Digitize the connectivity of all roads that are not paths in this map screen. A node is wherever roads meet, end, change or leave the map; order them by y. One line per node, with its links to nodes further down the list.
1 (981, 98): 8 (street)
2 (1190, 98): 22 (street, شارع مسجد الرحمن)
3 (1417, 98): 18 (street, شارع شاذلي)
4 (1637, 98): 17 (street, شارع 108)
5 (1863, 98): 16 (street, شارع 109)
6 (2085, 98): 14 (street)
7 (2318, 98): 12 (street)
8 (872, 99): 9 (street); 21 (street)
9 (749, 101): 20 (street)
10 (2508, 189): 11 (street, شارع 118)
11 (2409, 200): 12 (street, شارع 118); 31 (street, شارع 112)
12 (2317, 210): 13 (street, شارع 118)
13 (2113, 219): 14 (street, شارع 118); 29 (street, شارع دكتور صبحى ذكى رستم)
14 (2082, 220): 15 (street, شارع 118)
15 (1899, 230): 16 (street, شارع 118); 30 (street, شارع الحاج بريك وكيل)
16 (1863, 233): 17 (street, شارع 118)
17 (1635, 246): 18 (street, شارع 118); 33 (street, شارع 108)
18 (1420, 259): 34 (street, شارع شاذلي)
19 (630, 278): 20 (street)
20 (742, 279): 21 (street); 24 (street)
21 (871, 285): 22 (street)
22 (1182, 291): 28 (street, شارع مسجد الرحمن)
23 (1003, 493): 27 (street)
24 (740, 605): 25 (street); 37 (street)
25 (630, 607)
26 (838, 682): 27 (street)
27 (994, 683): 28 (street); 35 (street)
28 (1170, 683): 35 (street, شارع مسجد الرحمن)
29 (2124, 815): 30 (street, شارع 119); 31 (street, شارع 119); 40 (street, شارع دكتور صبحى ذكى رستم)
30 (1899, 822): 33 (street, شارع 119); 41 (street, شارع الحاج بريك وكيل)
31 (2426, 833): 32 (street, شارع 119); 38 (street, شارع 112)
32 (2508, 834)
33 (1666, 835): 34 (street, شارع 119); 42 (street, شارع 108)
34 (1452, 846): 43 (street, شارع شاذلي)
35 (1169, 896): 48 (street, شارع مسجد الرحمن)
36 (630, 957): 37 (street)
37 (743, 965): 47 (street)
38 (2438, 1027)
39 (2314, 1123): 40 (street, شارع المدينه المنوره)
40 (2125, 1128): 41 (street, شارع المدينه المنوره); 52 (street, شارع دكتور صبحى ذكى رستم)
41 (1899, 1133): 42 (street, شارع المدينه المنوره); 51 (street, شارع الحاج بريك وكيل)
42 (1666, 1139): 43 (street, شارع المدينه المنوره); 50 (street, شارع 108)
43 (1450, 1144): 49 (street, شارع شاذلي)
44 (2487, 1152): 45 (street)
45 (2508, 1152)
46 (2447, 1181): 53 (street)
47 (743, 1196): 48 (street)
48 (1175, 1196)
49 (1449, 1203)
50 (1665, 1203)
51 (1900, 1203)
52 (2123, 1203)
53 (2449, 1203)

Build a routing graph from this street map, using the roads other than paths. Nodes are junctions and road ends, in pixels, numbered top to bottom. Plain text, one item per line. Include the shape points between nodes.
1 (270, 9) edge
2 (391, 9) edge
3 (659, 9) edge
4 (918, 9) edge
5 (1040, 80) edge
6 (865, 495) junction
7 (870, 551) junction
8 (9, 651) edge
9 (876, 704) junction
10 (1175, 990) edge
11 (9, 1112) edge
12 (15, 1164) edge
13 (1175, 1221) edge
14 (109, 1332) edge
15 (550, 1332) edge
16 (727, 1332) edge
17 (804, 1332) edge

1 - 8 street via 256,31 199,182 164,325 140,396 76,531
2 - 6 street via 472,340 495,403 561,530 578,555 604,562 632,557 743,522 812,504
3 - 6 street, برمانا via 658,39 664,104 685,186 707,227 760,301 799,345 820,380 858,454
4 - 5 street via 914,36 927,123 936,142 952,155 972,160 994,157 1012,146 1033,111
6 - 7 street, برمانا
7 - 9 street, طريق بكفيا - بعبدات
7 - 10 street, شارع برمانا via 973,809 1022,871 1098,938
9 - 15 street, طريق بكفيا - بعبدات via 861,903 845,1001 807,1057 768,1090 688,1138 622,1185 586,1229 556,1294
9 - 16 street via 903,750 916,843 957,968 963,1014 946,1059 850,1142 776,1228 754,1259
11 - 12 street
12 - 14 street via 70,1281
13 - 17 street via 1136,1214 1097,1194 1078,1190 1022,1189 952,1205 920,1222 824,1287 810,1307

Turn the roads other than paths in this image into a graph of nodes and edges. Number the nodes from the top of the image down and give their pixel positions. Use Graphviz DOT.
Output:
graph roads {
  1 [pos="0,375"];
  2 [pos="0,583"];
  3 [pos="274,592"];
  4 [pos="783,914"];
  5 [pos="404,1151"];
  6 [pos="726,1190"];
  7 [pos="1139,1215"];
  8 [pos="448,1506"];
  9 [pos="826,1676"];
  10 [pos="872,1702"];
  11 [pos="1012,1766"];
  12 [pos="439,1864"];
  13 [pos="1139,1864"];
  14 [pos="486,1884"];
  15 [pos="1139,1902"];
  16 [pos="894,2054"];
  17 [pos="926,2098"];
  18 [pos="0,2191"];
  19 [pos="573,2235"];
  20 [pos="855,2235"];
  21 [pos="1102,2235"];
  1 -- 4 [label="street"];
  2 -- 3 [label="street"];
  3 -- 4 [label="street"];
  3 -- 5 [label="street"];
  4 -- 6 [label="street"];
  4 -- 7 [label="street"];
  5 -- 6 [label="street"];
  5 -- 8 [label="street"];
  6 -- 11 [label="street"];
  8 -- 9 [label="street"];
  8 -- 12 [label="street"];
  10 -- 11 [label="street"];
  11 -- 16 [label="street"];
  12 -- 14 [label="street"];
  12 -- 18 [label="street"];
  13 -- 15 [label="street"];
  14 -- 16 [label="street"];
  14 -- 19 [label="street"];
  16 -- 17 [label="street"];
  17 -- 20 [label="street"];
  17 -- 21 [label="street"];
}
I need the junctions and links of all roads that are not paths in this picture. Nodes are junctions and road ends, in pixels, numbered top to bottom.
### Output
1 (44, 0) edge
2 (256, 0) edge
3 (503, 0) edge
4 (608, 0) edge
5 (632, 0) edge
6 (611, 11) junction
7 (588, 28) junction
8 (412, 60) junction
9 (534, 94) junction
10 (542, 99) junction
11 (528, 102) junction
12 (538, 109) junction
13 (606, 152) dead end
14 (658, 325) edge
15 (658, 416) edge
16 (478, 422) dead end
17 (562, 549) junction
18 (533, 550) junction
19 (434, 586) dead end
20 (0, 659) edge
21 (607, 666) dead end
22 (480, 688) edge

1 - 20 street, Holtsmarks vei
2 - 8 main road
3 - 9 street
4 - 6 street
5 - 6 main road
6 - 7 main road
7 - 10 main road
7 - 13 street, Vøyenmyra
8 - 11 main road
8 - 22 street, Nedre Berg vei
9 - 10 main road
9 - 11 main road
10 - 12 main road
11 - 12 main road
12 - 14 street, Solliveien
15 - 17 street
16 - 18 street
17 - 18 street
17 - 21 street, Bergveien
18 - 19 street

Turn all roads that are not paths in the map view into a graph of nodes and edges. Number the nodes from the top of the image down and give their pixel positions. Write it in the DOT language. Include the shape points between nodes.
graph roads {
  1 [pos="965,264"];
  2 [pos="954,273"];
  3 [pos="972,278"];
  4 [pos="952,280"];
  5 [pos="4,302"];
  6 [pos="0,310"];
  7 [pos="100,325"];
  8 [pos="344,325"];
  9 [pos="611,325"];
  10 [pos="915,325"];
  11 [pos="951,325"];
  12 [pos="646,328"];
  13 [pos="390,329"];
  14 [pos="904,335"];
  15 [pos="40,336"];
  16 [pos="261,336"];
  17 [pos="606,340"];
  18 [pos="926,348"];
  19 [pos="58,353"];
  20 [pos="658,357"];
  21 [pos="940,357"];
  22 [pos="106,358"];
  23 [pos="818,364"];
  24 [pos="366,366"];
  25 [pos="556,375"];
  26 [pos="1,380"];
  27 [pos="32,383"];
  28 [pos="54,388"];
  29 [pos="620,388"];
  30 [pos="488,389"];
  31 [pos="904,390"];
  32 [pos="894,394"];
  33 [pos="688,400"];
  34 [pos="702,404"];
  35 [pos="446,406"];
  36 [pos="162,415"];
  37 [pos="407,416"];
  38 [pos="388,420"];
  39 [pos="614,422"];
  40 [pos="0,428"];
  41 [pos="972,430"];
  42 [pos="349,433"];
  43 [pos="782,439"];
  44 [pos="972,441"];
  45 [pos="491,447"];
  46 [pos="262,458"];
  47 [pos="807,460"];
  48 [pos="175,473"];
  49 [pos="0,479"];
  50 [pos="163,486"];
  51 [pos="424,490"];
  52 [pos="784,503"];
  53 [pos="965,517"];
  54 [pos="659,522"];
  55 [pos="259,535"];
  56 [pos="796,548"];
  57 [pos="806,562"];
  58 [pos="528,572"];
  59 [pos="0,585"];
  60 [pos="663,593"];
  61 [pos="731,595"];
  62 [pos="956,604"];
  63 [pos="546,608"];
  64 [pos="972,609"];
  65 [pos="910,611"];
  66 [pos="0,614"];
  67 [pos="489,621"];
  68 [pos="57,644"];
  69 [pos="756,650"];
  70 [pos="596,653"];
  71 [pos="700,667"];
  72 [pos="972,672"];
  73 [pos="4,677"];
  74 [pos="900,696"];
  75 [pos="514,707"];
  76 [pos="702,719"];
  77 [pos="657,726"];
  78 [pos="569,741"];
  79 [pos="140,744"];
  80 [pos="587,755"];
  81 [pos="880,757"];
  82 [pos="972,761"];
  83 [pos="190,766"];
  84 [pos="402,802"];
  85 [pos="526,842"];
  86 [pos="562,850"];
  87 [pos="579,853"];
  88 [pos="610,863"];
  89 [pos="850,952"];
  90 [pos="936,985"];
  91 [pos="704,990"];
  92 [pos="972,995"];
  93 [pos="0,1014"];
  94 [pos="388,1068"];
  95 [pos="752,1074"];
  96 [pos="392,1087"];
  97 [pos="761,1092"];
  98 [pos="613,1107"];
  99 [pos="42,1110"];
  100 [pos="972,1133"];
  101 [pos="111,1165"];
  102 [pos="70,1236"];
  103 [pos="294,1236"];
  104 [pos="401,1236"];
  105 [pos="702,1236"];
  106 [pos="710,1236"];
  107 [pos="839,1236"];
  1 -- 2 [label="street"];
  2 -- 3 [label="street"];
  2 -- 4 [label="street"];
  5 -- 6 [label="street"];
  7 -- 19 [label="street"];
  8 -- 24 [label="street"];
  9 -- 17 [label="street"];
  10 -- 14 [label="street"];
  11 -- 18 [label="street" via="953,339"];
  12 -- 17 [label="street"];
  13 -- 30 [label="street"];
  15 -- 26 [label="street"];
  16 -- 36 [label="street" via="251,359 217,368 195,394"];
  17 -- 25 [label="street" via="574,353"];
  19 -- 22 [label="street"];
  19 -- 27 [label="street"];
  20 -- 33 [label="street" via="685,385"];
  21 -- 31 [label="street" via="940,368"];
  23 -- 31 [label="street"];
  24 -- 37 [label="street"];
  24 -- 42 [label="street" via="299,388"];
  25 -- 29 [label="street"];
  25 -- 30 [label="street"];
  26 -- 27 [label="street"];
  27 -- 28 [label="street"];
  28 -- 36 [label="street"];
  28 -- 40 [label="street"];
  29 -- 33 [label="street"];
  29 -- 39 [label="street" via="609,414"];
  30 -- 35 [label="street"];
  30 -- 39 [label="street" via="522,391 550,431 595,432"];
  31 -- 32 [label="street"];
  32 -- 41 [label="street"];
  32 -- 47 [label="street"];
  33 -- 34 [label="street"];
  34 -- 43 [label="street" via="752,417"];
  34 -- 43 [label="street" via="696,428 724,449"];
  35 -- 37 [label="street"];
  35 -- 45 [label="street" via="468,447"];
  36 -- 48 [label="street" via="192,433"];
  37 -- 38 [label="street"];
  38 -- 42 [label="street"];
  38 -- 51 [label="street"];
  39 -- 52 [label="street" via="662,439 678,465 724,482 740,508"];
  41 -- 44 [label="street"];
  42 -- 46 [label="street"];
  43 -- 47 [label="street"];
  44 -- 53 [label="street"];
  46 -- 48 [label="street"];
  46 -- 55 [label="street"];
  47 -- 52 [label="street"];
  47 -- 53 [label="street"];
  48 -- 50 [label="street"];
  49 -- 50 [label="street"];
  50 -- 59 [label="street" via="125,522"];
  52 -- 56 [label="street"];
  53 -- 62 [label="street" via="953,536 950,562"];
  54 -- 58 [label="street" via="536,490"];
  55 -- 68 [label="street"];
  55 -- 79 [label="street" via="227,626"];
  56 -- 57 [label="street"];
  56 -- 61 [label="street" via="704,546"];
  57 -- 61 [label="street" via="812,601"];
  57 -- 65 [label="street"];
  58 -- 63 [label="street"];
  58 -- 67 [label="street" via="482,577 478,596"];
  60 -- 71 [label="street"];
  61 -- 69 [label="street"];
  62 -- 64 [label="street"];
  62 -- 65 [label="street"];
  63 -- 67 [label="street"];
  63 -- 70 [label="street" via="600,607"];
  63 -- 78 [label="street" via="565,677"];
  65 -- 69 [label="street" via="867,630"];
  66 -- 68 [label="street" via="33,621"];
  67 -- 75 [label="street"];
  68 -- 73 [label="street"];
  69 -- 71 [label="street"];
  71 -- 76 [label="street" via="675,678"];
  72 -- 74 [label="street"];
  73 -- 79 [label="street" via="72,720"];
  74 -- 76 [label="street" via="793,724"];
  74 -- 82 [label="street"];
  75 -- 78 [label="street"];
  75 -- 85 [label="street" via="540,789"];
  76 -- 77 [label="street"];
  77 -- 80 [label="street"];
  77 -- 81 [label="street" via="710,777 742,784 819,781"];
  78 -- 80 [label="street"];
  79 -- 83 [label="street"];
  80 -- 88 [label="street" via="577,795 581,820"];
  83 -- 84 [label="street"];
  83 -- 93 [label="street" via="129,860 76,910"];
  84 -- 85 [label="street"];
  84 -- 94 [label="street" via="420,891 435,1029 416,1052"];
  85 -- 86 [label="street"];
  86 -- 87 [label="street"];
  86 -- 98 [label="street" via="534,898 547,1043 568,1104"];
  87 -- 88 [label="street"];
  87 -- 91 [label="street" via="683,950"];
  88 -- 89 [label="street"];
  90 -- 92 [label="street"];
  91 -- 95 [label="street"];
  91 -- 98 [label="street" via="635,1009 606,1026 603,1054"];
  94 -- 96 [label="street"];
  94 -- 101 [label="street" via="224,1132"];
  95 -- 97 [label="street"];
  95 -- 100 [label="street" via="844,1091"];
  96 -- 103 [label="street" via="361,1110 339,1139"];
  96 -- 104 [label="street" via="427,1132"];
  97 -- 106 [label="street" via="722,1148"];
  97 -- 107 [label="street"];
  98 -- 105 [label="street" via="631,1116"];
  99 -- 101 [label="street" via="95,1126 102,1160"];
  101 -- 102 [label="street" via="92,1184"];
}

_ _ _

(Task brief) Could you copy every line from the records that mentions the word "paths"?

(Response box)
Digitize the connectivity of all roads that are not paths in this map screen. A node is wherever roads meet, end, change or leave the map; order them by y. One line per node, with its links to nodes further down the list.
Build a routing graph from this street map, using the roads other than paths. Nodes are junctions and road ends, in pixels, numbered top to bottom. Plain text, one item per line. Include the shape points between nodes.
Turn the roads other than paths in this image into a graph of nodes and edges. Number the nodes from the top of the image down and give their pixel positions. Use Graphviz DOT.
I need the junctions and links of all roads that are not paths in this picture. Nodes are junctions and road ends, in pixels, numbered top to bottom.
Turn all roads that are not paths in the map view into a graph of nodes and edges. Number the nodes from the top of the image down and give their pixel positions. Write it in the DOT language. Include the shape points between nodes.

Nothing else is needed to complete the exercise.